Top of Provided data

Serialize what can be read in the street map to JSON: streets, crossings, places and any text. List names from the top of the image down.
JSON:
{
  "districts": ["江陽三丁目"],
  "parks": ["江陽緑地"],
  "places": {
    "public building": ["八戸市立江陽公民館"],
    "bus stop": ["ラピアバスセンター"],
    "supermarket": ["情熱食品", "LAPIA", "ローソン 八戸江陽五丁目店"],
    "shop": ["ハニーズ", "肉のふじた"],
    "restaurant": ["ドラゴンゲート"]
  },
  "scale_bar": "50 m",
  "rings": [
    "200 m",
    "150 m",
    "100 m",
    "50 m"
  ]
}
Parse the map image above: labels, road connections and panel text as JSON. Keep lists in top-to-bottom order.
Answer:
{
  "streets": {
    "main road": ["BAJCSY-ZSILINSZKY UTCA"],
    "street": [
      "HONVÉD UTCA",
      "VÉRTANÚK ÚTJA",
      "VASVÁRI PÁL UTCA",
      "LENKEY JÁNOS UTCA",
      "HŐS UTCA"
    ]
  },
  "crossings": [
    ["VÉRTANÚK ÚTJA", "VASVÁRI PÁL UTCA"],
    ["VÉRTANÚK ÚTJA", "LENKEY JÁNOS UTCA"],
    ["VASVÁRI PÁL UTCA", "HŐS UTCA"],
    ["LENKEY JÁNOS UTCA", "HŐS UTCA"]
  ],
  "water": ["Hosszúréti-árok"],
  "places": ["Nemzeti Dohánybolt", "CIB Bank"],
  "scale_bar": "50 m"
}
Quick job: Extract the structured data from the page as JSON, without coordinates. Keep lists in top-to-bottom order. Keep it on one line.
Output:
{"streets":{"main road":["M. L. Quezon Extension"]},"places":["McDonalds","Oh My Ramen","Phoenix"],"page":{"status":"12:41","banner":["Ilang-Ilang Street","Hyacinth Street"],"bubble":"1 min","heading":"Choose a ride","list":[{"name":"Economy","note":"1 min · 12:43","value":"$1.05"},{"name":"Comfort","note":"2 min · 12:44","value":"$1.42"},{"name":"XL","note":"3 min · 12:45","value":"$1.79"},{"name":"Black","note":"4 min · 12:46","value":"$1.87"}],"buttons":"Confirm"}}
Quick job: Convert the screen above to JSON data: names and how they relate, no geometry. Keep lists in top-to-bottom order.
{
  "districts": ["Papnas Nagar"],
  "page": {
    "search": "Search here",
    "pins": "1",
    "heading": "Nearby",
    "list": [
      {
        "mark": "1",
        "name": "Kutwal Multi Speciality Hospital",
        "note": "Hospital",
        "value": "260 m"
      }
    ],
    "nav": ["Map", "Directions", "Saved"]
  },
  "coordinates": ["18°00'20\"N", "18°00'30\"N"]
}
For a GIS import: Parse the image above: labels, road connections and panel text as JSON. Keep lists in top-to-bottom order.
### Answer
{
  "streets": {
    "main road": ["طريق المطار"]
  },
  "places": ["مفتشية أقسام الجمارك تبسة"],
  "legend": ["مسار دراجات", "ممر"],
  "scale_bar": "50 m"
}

Bottom of Provided data

Task details:
The line containing "Quick job: Convert" marks the start; retype it and each line after it through the end of the records above, exactly.

Exercise result:
Quick job: Convert the screen above to JSON data: names and how they relate, no geometry. Keep lists in top-to-bottom order.
{
  "districts": ["Papnas Nagar"],
  "page": {
    "search": "Search here",
    "pins": "1",
    "heading": "Nearby",
    "list": [
      {
        "mark": "1",
        "name": "Kutwal Multi Speciality Hospital",
        "note": "Hospital",
        "value": "260 m"
      }
    ],
    "nav": ["Map", "Directions", "Saved"]
  },
  "coordinates": ["18°00'20\"N", "18°00'30\"N"]
}
For a GIS import: Parse the image above: labels, road connections and panel text as JSON. Keep lists in top-to-bottom order.
### Answer
{
  "streets": {
    "main road": ["طريق المطار"]
  },
  "places": ["مفتشية أقسام الجمارك تبسة"],
  "legend": ["مسار دراجات", "ممر"],
  "scale_bar": "50 m"
}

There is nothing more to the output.